When a composition object displays, for instance, it needs to both know the
name and address of all of it's creators, ideally without waking up the
creators yet.  Similarly, a person needs to know back links--what objects
claim me as a creator?  Rather than caching a page or an object, I have
decided it will be best to cache the relationships and metadata somehow.

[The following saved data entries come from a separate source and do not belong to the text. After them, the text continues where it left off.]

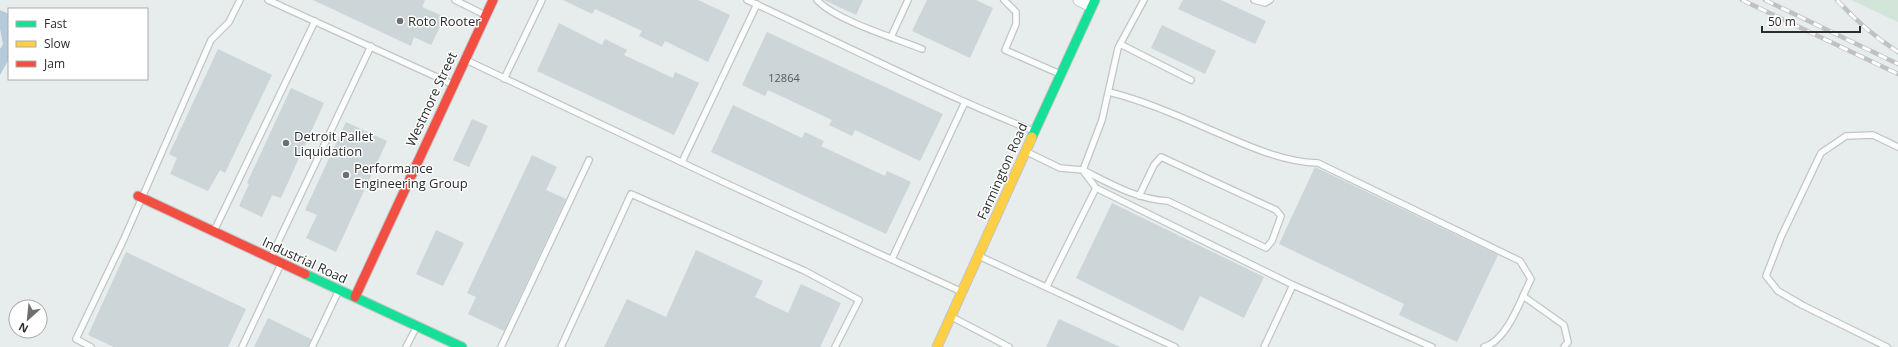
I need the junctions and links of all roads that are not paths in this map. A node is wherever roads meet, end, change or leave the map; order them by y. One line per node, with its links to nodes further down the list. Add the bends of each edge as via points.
1 (240, 0): 38 (lane, via 229,22 211,40)
2 (268, 0): 14 (lane)
3 (455, 0): 17 (lane)
4 (493, 0): 17 (street, Westmore Street)
5 (542, 0): 25 (lane)
6 (747, 0): 16 (lane)
7 (817, 0): 19 (lane, via 824,8)
8 (908, 0): 19 (lane)
9 (1004, 0): 24 (lane, via 1016,12 1016,24 1004,50)
10 (1079, 0): 15 (street)
11 (1144, 0): 20 (lane)
12 (1254, 0): 13 (lane, via 1266,4)
13 (1270, 0)
14 (276, 2): 18 (lane)
15 (1093, 2): 24 (street, Farmington Road)
16 (757, 4): 29 (lane, via 868,59); 34 (lane)
17 (486, 15): 23 (street, Westmore Street)
18 (315, 21): 21 (lane); 39 (lane)
19 (892, 37): 22 (lane)
20 (1120, 44): 26 (lane); 28 (lane)
21 (371, 46): 27 (lane); 41 (lane)
22 (922, 49)
23 (464, 59): 25 (lane); 27 (street, Westmore Street)
24 (1060, 74): 30 (street, Farmington Road)
25 (504, 79): 34 (lane)
26 (1191, 80)
27 (453, 84): 49 (street, Westmore Street)
28 (1109, 92): 35 (lane, via 1102,120); 48 (lane, via 1136,99 1251,147 1299,162 1318,163 1520,261 1530,279)
29 (965, 102): 30 (lane); 42 (lane)
30 (1034, 131): 32 (street, Farmington Road)
31 (1898, 147): 67 (lane, via 1873,135 1846,136 1821,153 1781,237 1766,276 1778,291)
32 (1025, 150): 35 (lane, via 1060,168); 40 (street, Farmington Road)
33 (589, 160): 57 (lane)
34 (682, 162): 42 (lane)
35 (1082, 170): 36 (lane); 37 (lane)
36 (1096, 188): 44 (lane); 45 (lane)
37 (1139, 196): 37 (lane, via 1150,200 1168,201 1266,248 1272,241 1281,216 1276,210 1161,157 1154,165)
38 (140, 197): 39 (street, Industrial Road); 52 (lane, via 76,339)
39 (214, 231): 41 (street, Industrial Road)
40 (978, 256): 45 (lane); 47 (street, Farmington Road)
41 (270, 258): 43 (street, Industrial Road)
42 (892, 259): 47 (lane)
43 (282, 263): 46 (street, Industrial Road); 53 (lane)
44 (1293, 285): 63 (lane); 64 (lane)
45 (1047, 286): 62 (lane)
46 (339, 290): 49 (street, Industrial Road); 54 (lane)
47 (962, 292): 50 (street, Farmington Road)
48 (1523, 296): 65 (lane, via 1509,325 1490,346); 66 (lane, via 1564,325 1568,342)
49 (355, 297): 51 (street, Industrial Road)
50 (951, 316): 60 (street, Farmington Road); 61 (lane)
51 (417, 326): 55 (lane); 56 (street, Industrial Road)
52 (91, 347)
53 (242, 347)
54 (312, 347)
55 (406, 347)
56 (462, 347)
57 (501, 347)
58 (561, 347): 59 (lane, via 631,194 805,271 859,300)
59 (836, 347)
60 (938, 347)
61 (1008, 347)
62 (1175, 347)
63 (1264, 347)
64 (1432, 347)
65 (1484, 347)
66 (1564, 347)
67 (1887, 347)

----------------- More details for the super-interested -------------------

The modelling for compositions is particularly complex, at least to me,
since I include instruments needed, if any, and voices needed, if any; the
voices themselves have high and low range extremes I am keeping track of,
and even multiple options for those.  If they are published, each song might
be transposed by a given number of half steps (producing a new set of the
high and low extremes for the composition).  If the composition's parent is
published and transposed, that means that will produce yet another set of
high and low extremes.

Displaying and searching by range extremes thus becomes quite complex, and a
high, high candidate for caching.  Even so, expecting my code to keep the
cached information fresh when the relationships are so far-flung makes me
nervous: I think I'll only be able to cache so far down the chain, and rely
on live checks (or at least secondary cached metadata checks) for the rest.

I'm figuring I'm going to need a new pluggable index, based on the work in
PathIndex, for the complicated range searches and some other needs; an
interlinking class that manages inter-object back and forward links behind
the scenes for caching and getting the cached metadata I described; and some
simple subclasses that will represent each of the data types.  I have plans
from there as well, but those are first steps.